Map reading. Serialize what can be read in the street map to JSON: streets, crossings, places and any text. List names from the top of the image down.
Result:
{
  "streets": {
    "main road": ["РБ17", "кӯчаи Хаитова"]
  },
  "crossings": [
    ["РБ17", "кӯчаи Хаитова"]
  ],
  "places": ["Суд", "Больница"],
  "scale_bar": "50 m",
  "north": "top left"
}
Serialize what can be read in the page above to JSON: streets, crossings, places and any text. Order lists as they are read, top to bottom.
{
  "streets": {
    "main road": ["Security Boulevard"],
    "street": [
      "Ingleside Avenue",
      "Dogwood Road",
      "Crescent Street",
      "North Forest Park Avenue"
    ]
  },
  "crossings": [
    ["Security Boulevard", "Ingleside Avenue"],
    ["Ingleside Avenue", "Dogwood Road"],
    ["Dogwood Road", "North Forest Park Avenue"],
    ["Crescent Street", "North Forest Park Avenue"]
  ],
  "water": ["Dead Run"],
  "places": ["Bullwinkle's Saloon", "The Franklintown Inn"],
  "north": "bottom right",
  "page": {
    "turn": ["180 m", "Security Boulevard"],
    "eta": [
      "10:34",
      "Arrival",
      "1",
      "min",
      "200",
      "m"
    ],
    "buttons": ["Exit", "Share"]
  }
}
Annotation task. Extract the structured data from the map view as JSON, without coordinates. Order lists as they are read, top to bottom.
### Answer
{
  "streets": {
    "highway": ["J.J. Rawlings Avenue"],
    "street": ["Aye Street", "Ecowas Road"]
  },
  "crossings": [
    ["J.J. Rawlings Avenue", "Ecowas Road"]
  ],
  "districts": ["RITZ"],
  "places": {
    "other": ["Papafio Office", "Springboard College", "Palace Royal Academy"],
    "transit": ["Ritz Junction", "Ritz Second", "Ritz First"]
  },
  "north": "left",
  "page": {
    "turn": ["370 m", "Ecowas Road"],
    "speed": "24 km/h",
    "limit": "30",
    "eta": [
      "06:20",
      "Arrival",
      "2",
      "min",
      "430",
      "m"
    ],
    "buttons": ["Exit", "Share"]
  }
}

---

### Work task
The lines to reproduce run from the one that contains "Annotation task. Extract" through the last line above; copy them exactly.

### Solution for this task
Annotation task. Extract the structured data from the map view as JSON, without coordinates. Order lists as they are read, top to bottom.
### Answer
{
  "streets": {
    "highway": ["J.J. Rawlings Avenue"],
    "street": ["Aye Street", "Ecowas Road"]
  },
  "crossings": [
    ["J.J. Rawlings Avenue", "Ecowas Road"]
  ],
  "districts": ["RITZ"],
  "places": {
    "other": ["Papafio Office", "Springboard College", "Palace Royal Academy"],
    "transit": ["Ritz Junction", "Ritz Second", "Ritz First"]
  },
  "north": "left",
  "page": {
    "turn": ["370 m", "Ecowas Road"],
    "speed": "24 km/h",
    "limit": "30",
    "eta": [
      "06:20",
      "Arrival",
      "2",
      "min",
      "430",
      "m"
    ],
    "buttons": ["Exit", "Share"]
  }
}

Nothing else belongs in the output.